[Description of the task] Report every line of the records below that contains the word "Mendu".

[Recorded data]
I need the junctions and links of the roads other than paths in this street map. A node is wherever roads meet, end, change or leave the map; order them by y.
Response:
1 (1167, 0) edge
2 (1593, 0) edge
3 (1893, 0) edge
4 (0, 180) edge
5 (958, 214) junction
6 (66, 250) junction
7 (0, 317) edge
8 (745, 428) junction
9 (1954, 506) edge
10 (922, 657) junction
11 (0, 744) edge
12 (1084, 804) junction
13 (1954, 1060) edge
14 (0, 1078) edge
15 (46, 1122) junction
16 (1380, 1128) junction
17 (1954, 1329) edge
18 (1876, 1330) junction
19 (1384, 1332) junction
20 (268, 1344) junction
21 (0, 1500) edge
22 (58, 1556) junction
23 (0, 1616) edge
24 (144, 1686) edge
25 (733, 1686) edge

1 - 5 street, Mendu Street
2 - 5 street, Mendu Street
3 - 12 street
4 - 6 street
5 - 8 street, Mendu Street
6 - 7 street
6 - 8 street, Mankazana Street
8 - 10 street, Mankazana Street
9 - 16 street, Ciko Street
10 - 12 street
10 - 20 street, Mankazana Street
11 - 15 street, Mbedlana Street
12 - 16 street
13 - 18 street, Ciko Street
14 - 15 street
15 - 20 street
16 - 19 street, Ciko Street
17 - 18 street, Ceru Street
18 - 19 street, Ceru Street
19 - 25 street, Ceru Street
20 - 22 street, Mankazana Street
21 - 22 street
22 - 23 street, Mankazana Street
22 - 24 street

==

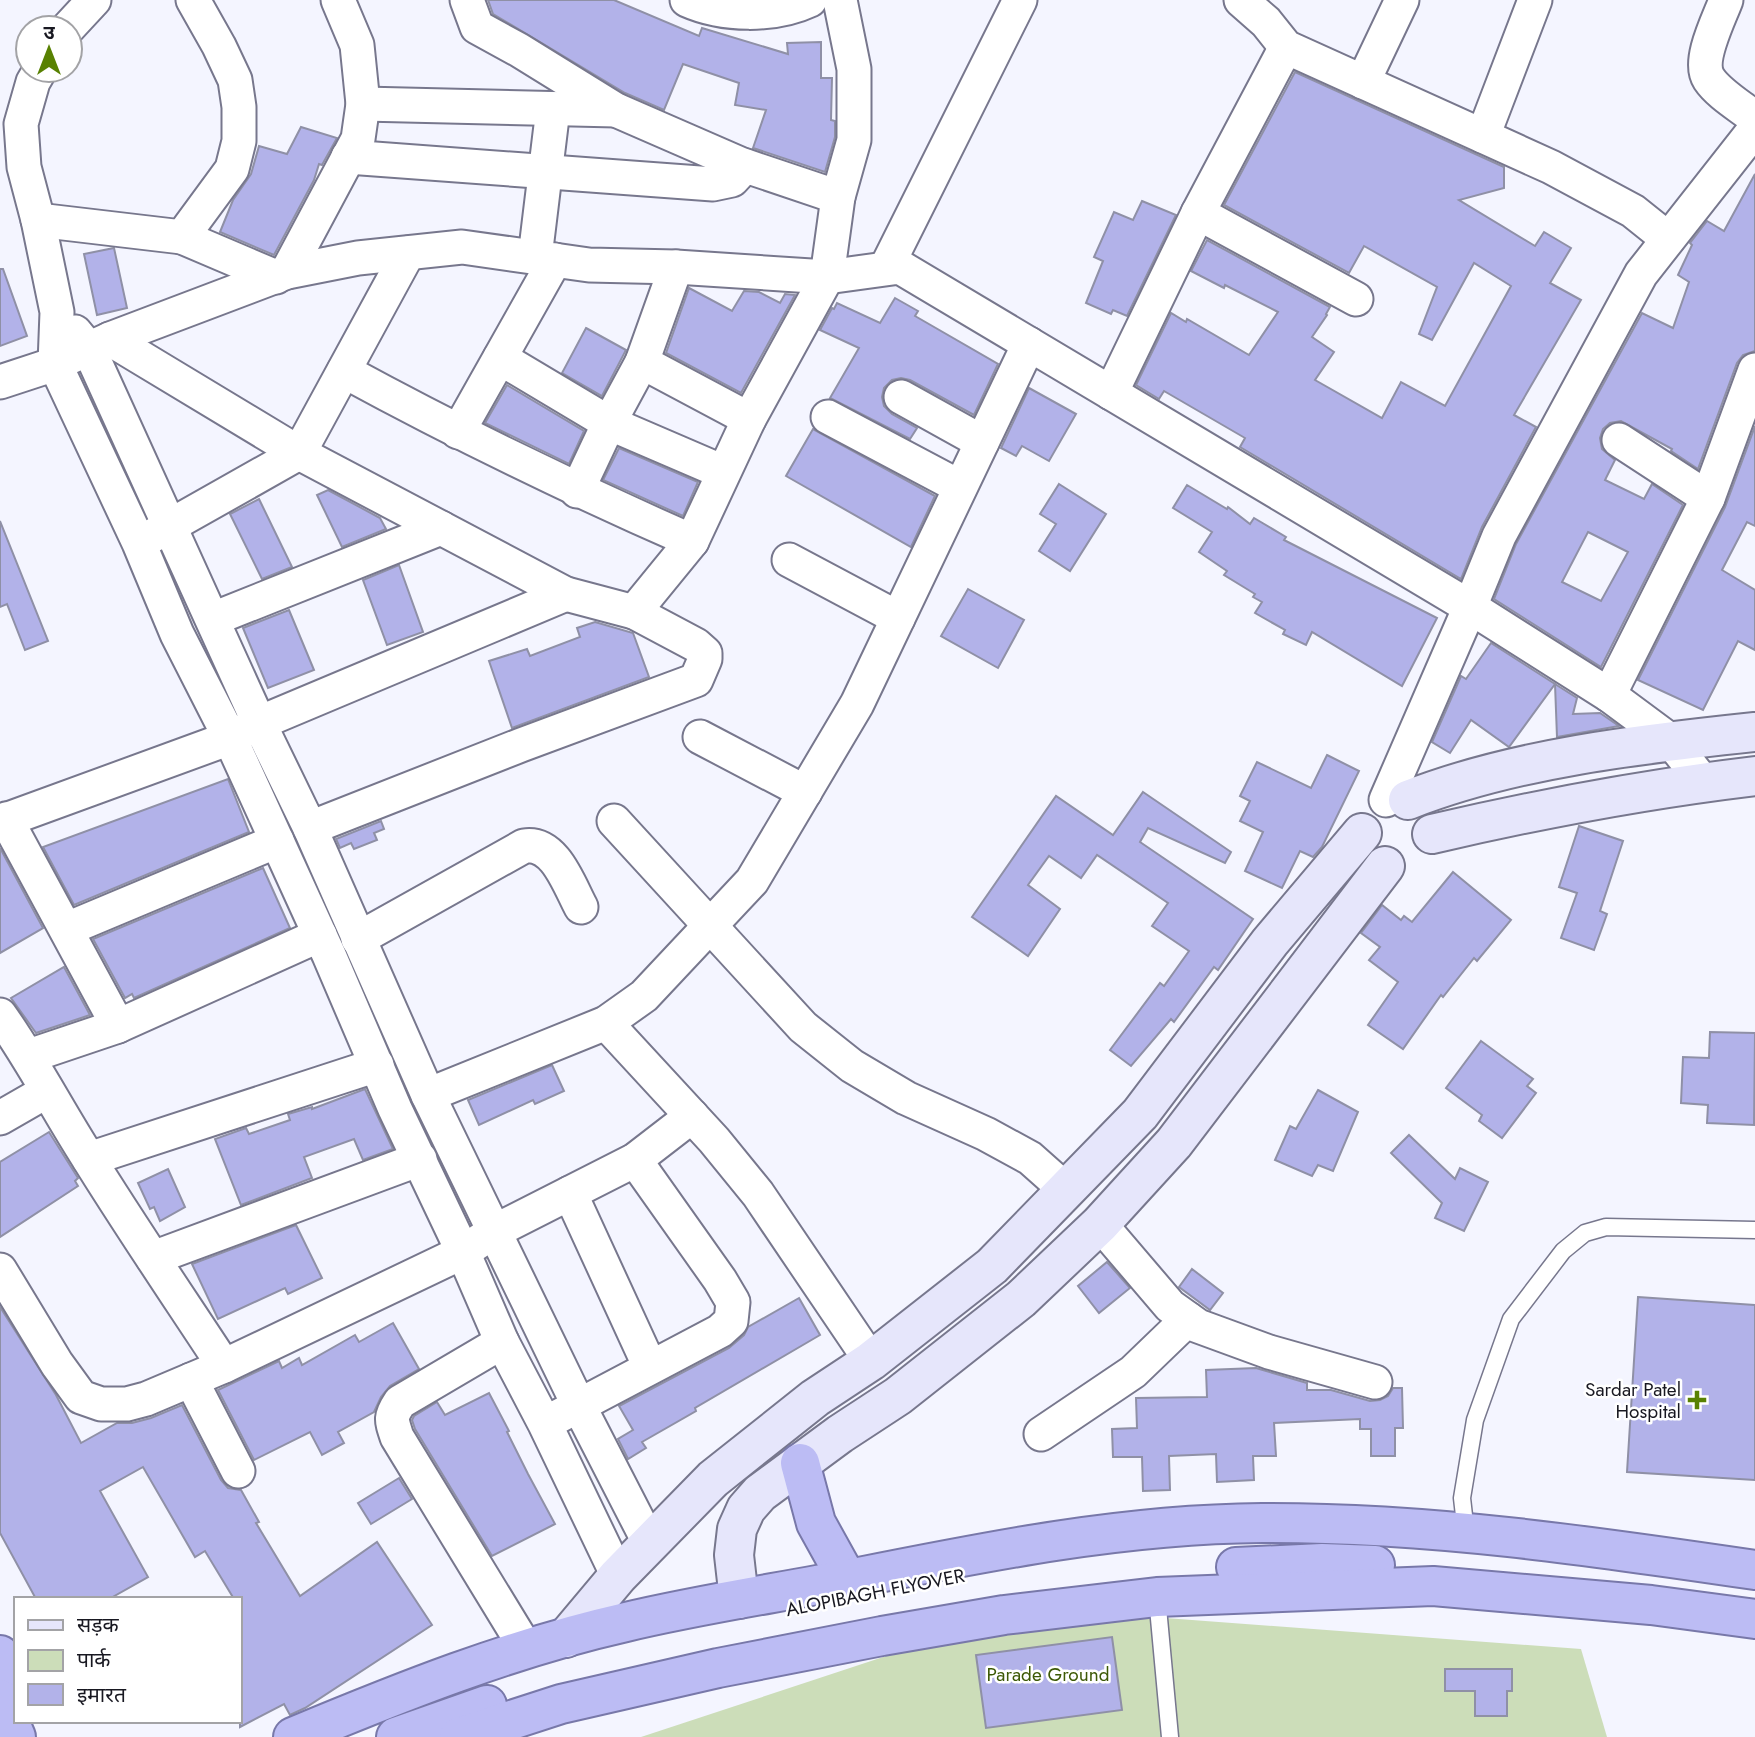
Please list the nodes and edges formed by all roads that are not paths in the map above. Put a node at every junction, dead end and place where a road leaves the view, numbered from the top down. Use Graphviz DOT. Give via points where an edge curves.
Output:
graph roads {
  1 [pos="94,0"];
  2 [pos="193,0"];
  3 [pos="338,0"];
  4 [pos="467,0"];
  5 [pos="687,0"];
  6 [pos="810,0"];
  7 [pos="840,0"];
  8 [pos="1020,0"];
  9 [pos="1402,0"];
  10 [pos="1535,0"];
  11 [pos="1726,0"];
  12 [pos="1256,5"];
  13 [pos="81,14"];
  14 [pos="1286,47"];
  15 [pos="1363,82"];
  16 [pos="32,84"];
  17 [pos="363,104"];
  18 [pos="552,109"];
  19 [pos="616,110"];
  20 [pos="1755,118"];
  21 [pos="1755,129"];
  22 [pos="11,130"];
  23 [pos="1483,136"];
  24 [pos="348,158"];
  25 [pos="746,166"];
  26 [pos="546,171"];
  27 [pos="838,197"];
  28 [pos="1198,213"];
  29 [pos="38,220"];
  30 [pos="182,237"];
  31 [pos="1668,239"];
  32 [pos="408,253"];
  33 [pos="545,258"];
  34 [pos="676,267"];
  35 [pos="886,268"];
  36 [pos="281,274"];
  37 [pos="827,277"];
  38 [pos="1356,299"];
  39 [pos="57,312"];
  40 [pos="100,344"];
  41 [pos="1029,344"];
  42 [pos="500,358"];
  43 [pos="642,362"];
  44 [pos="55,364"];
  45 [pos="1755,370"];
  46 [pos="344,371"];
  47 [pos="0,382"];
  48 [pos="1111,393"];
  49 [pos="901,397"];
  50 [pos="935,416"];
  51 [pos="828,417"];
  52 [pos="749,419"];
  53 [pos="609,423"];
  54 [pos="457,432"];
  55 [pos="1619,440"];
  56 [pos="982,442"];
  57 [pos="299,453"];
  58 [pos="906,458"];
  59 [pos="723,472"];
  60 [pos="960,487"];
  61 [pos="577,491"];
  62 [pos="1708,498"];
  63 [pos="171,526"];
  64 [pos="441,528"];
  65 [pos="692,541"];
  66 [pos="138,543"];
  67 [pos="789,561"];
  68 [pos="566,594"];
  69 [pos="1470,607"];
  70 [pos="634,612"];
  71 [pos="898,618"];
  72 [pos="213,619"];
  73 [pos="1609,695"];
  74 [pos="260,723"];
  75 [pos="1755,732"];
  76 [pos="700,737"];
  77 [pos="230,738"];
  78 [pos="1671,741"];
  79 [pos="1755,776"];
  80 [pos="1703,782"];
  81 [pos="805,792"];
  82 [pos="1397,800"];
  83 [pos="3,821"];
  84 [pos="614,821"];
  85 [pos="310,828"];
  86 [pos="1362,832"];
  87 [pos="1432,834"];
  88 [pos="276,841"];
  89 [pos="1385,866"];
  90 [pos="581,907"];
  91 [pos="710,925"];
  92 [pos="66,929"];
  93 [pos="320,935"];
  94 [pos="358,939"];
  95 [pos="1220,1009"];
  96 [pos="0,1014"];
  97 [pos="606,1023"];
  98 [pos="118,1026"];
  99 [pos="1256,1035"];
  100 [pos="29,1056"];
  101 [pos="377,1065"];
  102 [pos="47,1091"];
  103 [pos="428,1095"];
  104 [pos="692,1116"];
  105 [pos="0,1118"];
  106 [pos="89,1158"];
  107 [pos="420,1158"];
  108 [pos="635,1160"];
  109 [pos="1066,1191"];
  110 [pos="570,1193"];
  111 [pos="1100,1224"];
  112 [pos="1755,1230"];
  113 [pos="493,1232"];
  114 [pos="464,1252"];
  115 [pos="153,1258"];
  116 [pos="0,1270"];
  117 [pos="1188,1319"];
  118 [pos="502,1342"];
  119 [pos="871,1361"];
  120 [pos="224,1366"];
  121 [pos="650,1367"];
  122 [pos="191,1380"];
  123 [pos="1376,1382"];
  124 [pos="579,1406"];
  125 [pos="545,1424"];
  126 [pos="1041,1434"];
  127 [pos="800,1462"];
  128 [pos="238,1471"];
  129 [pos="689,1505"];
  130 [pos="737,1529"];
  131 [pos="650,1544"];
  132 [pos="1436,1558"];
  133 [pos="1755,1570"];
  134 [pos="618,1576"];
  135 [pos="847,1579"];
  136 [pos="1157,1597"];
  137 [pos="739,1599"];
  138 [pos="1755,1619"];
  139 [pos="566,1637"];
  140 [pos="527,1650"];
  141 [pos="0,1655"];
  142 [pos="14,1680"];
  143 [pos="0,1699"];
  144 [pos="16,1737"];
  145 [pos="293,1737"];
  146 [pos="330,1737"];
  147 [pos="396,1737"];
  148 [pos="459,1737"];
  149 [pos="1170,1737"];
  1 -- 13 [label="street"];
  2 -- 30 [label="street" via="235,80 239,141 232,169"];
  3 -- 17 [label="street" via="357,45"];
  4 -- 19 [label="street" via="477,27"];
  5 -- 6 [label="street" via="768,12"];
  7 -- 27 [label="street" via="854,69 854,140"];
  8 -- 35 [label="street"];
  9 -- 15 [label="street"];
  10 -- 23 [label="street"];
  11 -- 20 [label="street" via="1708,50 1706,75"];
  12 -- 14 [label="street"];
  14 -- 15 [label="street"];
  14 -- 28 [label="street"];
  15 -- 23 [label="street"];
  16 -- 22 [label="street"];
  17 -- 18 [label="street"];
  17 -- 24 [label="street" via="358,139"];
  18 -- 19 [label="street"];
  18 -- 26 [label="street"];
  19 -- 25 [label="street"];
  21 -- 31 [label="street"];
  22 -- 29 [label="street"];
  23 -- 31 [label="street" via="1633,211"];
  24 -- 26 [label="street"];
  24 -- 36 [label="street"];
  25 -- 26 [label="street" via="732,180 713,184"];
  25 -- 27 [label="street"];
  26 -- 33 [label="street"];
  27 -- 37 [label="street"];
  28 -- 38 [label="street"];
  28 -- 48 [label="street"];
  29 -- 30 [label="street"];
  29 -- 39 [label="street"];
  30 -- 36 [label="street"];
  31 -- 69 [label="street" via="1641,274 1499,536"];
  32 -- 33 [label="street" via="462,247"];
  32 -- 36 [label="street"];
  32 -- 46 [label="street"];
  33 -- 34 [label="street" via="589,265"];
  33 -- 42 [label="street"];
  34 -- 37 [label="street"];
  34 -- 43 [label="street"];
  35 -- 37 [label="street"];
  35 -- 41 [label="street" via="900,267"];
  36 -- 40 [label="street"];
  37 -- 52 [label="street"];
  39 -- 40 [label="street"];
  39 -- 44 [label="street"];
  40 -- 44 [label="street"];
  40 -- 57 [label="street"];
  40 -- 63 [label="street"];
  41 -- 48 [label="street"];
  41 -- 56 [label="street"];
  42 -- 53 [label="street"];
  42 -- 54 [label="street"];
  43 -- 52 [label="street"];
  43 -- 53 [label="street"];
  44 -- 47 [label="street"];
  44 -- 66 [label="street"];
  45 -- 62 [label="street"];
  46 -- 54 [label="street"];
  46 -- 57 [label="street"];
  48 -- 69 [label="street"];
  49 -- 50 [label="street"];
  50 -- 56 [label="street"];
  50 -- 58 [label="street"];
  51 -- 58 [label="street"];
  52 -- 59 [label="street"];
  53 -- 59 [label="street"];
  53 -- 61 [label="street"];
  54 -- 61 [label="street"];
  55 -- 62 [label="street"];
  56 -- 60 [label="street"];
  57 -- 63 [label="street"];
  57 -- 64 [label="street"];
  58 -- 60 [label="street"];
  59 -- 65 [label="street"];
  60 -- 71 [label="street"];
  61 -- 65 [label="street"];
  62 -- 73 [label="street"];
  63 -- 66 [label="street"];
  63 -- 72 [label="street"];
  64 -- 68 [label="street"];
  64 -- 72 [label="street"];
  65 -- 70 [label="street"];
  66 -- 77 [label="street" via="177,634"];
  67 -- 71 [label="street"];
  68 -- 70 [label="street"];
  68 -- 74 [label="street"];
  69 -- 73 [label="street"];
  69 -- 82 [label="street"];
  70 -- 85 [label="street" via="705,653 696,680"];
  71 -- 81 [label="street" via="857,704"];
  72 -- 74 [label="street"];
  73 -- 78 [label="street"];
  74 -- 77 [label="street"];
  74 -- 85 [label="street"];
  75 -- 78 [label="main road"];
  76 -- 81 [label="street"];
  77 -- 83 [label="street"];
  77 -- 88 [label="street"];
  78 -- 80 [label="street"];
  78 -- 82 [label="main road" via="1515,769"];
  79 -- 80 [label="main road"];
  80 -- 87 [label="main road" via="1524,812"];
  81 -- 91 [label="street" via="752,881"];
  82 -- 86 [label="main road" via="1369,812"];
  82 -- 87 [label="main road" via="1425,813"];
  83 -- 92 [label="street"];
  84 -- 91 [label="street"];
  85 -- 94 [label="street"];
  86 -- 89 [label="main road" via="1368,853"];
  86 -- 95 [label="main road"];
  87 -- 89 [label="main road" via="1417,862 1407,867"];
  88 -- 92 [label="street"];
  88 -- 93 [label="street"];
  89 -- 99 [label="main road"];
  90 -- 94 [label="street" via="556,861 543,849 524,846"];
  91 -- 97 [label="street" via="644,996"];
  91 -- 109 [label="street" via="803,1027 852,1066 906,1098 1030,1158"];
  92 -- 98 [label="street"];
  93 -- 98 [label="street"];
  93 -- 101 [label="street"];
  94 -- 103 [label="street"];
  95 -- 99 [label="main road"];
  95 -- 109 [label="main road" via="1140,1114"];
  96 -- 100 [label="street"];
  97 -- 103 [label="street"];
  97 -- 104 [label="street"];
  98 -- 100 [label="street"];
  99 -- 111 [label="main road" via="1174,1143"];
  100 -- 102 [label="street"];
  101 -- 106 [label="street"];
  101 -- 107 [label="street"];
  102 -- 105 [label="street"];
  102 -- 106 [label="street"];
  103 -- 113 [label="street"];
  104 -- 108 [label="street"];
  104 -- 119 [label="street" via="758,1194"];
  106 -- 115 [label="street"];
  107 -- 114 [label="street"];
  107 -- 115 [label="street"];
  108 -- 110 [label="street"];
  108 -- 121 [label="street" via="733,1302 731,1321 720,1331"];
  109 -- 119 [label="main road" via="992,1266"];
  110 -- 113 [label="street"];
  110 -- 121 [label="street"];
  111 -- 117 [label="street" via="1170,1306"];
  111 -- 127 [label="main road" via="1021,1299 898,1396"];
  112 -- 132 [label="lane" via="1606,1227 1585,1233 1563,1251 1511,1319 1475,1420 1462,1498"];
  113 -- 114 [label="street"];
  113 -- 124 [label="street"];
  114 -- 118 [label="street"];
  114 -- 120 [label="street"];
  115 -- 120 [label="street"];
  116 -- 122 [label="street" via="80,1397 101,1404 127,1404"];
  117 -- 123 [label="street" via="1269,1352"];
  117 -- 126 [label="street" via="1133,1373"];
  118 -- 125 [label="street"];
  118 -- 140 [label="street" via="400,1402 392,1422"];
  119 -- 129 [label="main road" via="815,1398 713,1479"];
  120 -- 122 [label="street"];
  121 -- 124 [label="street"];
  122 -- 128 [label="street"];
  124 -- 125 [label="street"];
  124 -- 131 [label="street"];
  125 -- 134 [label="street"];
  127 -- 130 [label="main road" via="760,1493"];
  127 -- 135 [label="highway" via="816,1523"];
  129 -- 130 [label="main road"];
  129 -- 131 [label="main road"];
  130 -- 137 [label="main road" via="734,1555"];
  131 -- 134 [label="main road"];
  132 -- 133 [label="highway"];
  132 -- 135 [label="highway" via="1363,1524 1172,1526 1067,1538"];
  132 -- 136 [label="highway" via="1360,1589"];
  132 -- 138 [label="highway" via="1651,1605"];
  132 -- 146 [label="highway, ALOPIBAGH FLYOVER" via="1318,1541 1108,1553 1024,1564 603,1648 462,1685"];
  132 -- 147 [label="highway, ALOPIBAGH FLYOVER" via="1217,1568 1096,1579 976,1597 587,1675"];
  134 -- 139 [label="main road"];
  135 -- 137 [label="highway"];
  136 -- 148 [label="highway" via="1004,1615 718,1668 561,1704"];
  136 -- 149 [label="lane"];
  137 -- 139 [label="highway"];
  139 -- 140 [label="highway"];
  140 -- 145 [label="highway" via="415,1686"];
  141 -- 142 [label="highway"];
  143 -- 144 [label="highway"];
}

[Answer space]
1 - 5 street, Mendu Street
2 - 5 street, Mendu Street
5 - 8 street, Mendu Street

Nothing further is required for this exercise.